Eastman Chemical: Near Fair Value, A Hold Amid Specialty Material Strength

By stockpickr AI | March 1, 2026 | 10 min read

Investment Summary

Eastman Chemical (EMN) appears reasonably valued based on DCF analysis, trading near its implied fair value, supported by its portfolio of specialty materials.

Investment Recommendation

Neutral/Hold

Fair Value: $68.50

Current Price: $65.05

Upside/Downside: +5.3%

The DCF analysis yields an implied fair value slightly above the current market price of $65.05, suggesting limited immediate upside potential.
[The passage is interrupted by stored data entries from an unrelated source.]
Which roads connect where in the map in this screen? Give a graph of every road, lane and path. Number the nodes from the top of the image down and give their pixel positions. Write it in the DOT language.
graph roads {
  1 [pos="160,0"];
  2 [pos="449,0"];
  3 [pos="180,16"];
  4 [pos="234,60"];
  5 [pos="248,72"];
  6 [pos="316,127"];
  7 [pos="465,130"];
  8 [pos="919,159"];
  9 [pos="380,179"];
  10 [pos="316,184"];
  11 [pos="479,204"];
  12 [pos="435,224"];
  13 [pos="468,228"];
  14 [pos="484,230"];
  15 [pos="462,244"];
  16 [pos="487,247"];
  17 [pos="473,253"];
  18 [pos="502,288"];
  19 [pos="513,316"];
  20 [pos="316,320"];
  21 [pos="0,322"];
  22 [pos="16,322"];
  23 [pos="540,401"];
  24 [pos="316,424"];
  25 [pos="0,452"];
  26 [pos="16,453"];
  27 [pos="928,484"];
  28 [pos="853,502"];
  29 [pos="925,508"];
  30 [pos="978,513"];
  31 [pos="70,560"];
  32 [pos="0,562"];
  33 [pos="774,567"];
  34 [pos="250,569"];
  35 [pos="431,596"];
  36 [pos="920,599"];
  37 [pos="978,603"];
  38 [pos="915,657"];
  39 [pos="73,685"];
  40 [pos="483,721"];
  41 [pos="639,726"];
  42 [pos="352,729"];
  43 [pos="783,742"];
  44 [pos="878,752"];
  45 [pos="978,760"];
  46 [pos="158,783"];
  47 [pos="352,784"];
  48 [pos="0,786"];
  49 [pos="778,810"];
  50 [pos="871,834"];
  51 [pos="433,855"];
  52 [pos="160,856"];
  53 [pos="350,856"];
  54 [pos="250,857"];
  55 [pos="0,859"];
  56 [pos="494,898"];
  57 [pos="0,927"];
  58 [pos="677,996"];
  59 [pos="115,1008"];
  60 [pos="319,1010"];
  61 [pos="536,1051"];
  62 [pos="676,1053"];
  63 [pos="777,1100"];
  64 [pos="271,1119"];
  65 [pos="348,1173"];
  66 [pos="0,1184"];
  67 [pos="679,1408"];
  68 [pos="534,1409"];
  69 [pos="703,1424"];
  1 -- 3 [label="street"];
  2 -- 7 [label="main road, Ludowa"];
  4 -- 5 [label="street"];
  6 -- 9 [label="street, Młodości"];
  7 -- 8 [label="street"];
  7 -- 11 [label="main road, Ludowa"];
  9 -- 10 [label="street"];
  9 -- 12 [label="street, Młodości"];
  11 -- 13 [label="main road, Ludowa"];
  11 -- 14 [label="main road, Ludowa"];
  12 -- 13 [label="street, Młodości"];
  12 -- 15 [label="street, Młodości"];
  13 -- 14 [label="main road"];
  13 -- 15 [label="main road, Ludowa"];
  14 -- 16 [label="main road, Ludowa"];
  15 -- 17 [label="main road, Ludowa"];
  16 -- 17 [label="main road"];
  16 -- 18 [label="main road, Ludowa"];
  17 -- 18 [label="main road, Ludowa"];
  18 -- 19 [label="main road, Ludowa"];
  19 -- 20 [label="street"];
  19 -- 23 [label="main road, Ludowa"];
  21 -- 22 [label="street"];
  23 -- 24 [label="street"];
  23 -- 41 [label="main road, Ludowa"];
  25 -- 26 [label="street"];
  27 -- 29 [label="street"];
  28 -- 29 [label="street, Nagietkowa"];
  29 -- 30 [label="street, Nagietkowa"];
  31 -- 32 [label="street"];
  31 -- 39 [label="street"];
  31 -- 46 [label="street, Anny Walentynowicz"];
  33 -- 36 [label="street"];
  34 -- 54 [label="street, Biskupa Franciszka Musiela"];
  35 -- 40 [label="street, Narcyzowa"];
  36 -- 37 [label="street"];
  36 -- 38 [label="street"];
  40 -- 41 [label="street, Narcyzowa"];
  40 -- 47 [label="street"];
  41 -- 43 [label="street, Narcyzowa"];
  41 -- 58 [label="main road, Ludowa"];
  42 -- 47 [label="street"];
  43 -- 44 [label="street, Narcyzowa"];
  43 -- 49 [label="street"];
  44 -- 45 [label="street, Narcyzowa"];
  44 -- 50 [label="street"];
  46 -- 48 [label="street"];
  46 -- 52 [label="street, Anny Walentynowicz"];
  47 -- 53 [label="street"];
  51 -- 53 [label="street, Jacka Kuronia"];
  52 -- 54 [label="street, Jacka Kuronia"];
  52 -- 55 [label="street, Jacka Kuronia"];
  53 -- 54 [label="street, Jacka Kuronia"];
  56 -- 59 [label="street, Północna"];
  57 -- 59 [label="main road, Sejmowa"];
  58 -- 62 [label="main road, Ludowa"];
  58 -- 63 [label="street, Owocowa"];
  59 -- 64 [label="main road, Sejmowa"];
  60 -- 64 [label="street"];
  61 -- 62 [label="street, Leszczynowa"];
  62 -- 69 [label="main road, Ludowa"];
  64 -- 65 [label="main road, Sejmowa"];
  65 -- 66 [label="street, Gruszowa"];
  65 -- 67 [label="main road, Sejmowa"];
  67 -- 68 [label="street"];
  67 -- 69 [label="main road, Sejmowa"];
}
The primary driver for the valuation is the assumed stabilization of revenue growth and margin recovery as market conditions normalize.

Key Metrics

  • Market Cap: $14.62B
  • P/E Ratio: 10.75x
  • Forward P/E: 9.89x
  • Revenue Growth (YoY): -3.1%
  • Net Margin: 7.1%
  • ROE: 17.7%
  • Debt/Equity: 1.39
  • Dividend Yield: 3.46%

Strengths

  • Strong focus on circular economy initiatives, with significant capacity build-out planned for molecular recycling technologies.
  • Relatively stable cash generation, evidenced by a TTM Free Cash Flow of approximately $1.6 billion.
  • Diversified end-market exposure reducing reliance on any single sector, with healthy trailing ROE of 17.7%.
  • Low current P/E ratio of 10.75 suggests the stock is not currently trading at a significant premium relative to historical earnings.

Risk Factors

  • High leverage, with Debt/Equity ratio around 1.39, increasing sensitivity to interest rate movements.
  • Modest revenue decline year-over-year (-3.1% in LTM) reflecting broader industrial slowdowns.
  • Exposure to volatile raw material costs (feedstocks) that can pressure gross margins if not fully passed on to customers.